What the task requires
Please print each entry below exactly as it reads.

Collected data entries
....

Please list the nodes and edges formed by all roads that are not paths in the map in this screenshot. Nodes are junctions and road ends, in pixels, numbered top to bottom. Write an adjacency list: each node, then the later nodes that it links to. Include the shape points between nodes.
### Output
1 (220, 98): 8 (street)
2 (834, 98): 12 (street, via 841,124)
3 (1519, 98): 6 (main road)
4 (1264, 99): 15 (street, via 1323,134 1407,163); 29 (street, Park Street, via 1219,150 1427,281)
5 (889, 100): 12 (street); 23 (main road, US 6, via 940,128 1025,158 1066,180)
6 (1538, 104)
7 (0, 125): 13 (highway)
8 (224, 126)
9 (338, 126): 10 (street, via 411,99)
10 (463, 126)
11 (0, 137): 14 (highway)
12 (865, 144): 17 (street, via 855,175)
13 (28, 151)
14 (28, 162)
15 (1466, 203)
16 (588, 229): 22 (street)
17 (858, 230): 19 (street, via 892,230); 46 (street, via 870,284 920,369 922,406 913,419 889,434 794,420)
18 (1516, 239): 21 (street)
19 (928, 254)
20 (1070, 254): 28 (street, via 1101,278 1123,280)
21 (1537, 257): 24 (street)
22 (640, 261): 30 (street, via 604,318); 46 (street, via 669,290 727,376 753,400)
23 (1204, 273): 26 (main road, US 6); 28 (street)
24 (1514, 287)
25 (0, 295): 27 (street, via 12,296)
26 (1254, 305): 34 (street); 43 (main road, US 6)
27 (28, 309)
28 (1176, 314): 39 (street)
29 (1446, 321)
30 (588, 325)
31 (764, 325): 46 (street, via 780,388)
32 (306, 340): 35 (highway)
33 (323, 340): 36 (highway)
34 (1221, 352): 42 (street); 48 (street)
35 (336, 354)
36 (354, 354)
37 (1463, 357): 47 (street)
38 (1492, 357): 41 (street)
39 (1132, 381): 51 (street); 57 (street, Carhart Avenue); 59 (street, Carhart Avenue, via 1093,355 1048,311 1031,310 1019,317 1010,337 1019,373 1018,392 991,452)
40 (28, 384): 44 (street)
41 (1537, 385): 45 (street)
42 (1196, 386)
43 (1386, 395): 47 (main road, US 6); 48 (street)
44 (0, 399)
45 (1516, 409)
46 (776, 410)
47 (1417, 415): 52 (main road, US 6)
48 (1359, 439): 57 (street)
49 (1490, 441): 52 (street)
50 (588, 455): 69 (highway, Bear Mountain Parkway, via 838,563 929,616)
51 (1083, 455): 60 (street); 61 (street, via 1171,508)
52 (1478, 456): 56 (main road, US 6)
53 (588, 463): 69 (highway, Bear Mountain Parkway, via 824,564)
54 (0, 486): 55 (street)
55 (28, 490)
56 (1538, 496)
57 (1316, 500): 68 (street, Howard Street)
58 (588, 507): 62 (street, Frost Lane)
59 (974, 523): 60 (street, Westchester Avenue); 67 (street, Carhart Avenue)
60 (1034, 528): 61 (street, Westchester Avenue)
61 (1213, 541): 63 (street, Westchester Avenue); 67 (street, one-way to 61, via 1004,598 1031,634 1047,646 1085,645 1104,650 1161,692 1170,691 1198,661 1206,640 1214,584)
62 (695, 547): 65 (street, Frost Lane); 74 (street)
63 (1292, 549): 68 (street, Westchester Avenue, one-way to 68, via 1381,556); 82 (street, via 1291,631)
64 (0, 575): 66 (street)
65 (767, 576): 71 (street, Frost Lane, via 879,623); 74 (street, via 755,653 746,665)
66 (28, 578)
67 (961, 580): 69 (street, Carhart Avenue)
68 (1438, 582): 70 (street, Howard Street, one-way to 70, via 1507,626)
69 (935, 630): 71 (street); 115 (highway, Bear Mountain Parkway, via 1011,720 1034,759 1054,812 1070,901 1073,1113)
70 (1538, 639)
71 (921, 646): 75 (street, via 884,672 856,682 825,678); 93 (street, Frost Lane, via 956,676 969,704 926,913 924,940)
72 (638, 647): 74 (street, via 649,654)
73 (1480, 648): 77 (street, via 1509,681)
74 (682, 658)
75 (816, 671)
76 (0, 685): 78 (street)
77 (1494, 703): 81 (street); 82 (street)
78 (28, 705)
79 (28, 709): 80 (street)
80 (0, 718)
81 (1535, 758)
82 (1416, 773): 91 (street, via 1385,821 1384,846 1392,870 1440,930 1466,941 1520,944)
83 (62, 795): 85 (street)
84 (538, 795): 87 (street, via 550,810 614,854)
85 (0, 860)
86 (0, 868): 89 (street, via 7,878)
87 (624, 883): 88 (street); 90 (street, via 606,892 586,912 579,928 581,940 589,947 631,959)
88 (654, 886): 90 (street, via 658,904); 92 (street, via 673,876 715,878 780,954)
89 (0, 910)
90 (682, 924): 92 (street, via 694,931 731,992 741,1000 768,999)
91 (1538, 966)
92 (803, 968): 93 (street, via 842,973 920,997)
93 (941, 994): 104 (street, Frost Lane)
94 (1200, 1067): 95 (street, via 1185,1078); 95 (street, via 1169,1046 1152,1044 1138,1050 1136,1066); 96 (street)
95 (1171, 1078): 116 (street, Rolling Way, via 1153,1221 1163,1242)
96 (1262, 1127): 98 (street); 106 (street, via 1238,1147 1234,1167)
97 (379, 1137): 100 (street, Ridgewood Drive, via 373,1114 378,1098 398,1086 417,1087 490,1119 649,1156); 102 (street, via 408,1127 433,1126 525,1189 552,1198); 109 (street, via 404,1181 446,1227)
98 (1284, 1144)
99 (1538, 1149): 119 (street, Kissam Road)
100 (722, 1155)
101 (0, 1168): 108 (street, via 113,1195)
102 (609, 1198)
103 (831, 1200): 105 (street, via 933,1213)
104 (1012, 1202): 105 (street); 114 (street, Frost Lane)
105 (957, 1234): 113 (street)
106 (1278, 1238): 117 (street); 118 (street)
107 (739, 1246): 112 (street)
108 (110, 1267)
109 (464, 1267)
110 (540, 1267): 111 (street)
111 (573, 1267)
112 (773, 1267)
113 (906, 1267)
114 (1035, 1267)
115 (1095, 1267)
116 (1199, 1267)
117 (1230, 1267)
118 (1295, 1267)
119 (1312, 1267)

....

The completed task
Please list the nodes and edges formed by all roads that are not paths in the map in this screenshot. Nodes are junctions and road ends, in pixels, numbered top to bottom. Write an adjacency list: each node, then the later nodes that it links to. Include the shape points between nodes.
### Output
1 (220, 98): 8 (street)
2 (834, 98): 12 (street, via 841,124)
3 (1519, 98): 6 (main road)
4 (1264, 99): 15 (street, via 1323,134 1407,163); 29 (street, Park Street, via 1219,150 1427,281)
5 (889, 100): 12 (street); 23 (main road, US 6, via 940,128 1025,158 1066,180)
6 (1538, 104)
7 (0, 125): 13 (highway)
8 (224, 126)
9 (338, 126): 10 (street, via 411,99)
10 (463, 126)
11 (0, 137): 14 (highway)
12 (865, 144): 17 (street, via 855,175)
13 (28, 151)
14 (28, 162)
15 (1466, 203)
16 (588, 229): 22 (street)
17 (858, 230): 19 (street, via 892,230); 46 (street, via 870,284 920,369 922,406 913,419 889,434 794,420)
18 (1516, 239): 21 (street)
19 (928, 254)
20 (1070, 254): 28 (street, via 1101,278 1123,280)
21 (1537, 257): 24 (street)
22 (640, 261): 30 (street, via 604,318); 46 (street, via 669,290 727,376 753,400)
23 (1204, 273): 26 (main road, US 6); 28 (street)
24 (1514, 287)
25 (0, 295): 27 (street, via 12,296)
26 (1254, 305): 34 (street); 43 (main road, US 6)
27 (28, 309)
28 (1176, 314): 39 (street)
29 (1446, 321)
30 (588, 325)
31 (764, 325): 46 (street, via 780,388)
32 (306, 340): 35 (highway)
33 (323, 340): 36 (highway)
34 (1221, 352): 42 (street); 48 (street)
35 (336, 354)
36 (354, 354)
37 (1463, 357): 47 (street)
38 (1492, 357): 41 (street)
39 (1132, 381): 51 (street); 57 (street, Carhart Avenue); 59 (street, Carhart Avenue, via 1093,355 1048,311 1031,310 1019,317 1010,337 1019,373 1018,392 991,452)
40 (28, 384): 44 (street)
41 (1537, 385): 45 (street)
42 (1196, 386)
43 (1386, 395): 47 (main road, US 6); 48 (street)
44 (0, 399)
45 (1516, 409)
46 (776, 410)
47 (1417, 415): 52 (main road, US 6)
48 (1359, 439): 57 (street)
49 (1490, 441): 52 (street)
50 (588, 455): 69 (highway, Bear Mountain Parkway, via 838,563 929,616)
51 (1083, 455): 60 (street); 61 (street, via 1171,508)
52 (1478, 456): 56 (main road, US 6)
53 (588, 463): 69 (highway, Bear Mountain Parkway, via 824,564)
54 (0, 486): 55 (street)
55 (28, 490)
56 (1538, 496)
57 (1316, 500): 68 (street, Howard Street)
58 (588, 507): 62 (street, Frost Lane)
59 (974, 523): 60 (street, Westchester Avenue); 67 (street, Carhart Avenue)
60 (1034, 528): 61 (street, Westchester Avenue)
61 (1213, 541): 63 (street, Westchester Avenue); 67 (street, one-way to 61, via 1004,598 1031,634 1047,646 1085,645 1104,650 1161,692 1170,691 1198,661 1206,640 1214,584)
62 (695, 547): 65 (street, Frost Lane); 74 (street)
63 (1292, 549): 68 (street, Westchester Avenue, one-way to 68, via 1381,556); 82 (street, via 1291,631)
64 (0, 575): 66 (street)
65 (767, 576): 71 (street, Frost Lane, via 879,623); 74 (street, via 755,653 746,665)
66 (28, 578)
67 (961, 580): 69 (street, Carhart Avenue)
68 (1438, 582): 70 (street, Howard Street, one-way to 70, via 1507,626)
69 (935, 630): 71 (street); 115 (highway, Bear Mountain Parkway, via 1011,720 1034,759 1054,812 1070,901 1073,1113)
70 (1538, 639)
71 (921, 646): 75 (street, via 884,672 856,682 825,678); 93 (street, Frost Lane, via 956,676 969,704 926,913 924,940)
72 (638, 647): 74 (street, via 649,654)
73 (1480, 648): 77 (street, via 1509,681)
74 (682, 658)
75 (816, 671)
76 (0, 685): 78 (street)
77 (1494, 703): 81 (street); 82 (street)
78 (28, 705)
79 (28, 709): 80 (street)
80 (0, 718)
81 (1535, 758)
82 (1416, 773): 91 (street, via 1385,821 1384,846 1392,870 1440,930 1466,941 1520,944)
83 (62, 795): 85 (street)
84 (538, 795): 87 (street, via 550,810 614,854)
85 (0, 860)
86 (0, 868): 89 (street, via 7,878)
87 (624, 883): 88 (street); 90 (street, via 606,892 586,912 579,928 581,940 589,947 631,959)
88 (654, 886): 90 (street, via 658,904); 92 (street, via 673,876 715,878 780,954)
89 (0, 910)
90 (682, 924): 92 (street, via 694,931 731,992 741,1000 768,999)
91 (1538, 966)
92 (803, 968): 93 (street, via 842,973 920,997)
93 (941, 994): 104 (street, Frost Lane)
94 (1200, 1067): 95 (street, via 1185,1078); 95 (street, via 1169,1046 1152,1044 1138,1050 1136,1066); 96 (street)
95 (1171, 1078): 116 (street, Rolling Way, via 1153,1221 1163,1242)
96 (1262, 1127): 98 (street); 106 (street, via 1238,1147 1234,1167)
97 (379, 1137): 100 (street, Ridgewood Drive, via 373,1114 378,1098 398,1086 417,1087 490,1119 649,1156); 102 (street, via 408,1127 433,1126 525,1189 552,1198); 109 (street, via 404,1181 446,1227)
98 (1284, 1144)
99 (1538, 1149): 119 (street, Kissam Road)
100 (722, 1155)
101 (0, 1168): 108 (street, via 113,1195)
102 (609, 1198)
103 (831, 1200): 105 (street, via 933,1213)
104 (1012, 1202): 105 (street); 114 (street, Frost Lane)
105 (957, 1234): 113 (street)
106 (1278, 1238): 117 (street); 118 (street)
107 (739, 1246): 112 (street)
108 (110, 1267)
109 (464, 1267)
110 (540, 1267): 111 (street)
111 (573, 1267)
112 (773, 1267)
113 (906, 1267)
114 (1035, 1267)
115 (1095, 1267)
116 (1199, 1267)
117 (1230, 1267)
118 (1295, 1267)
119 (1312, 1267)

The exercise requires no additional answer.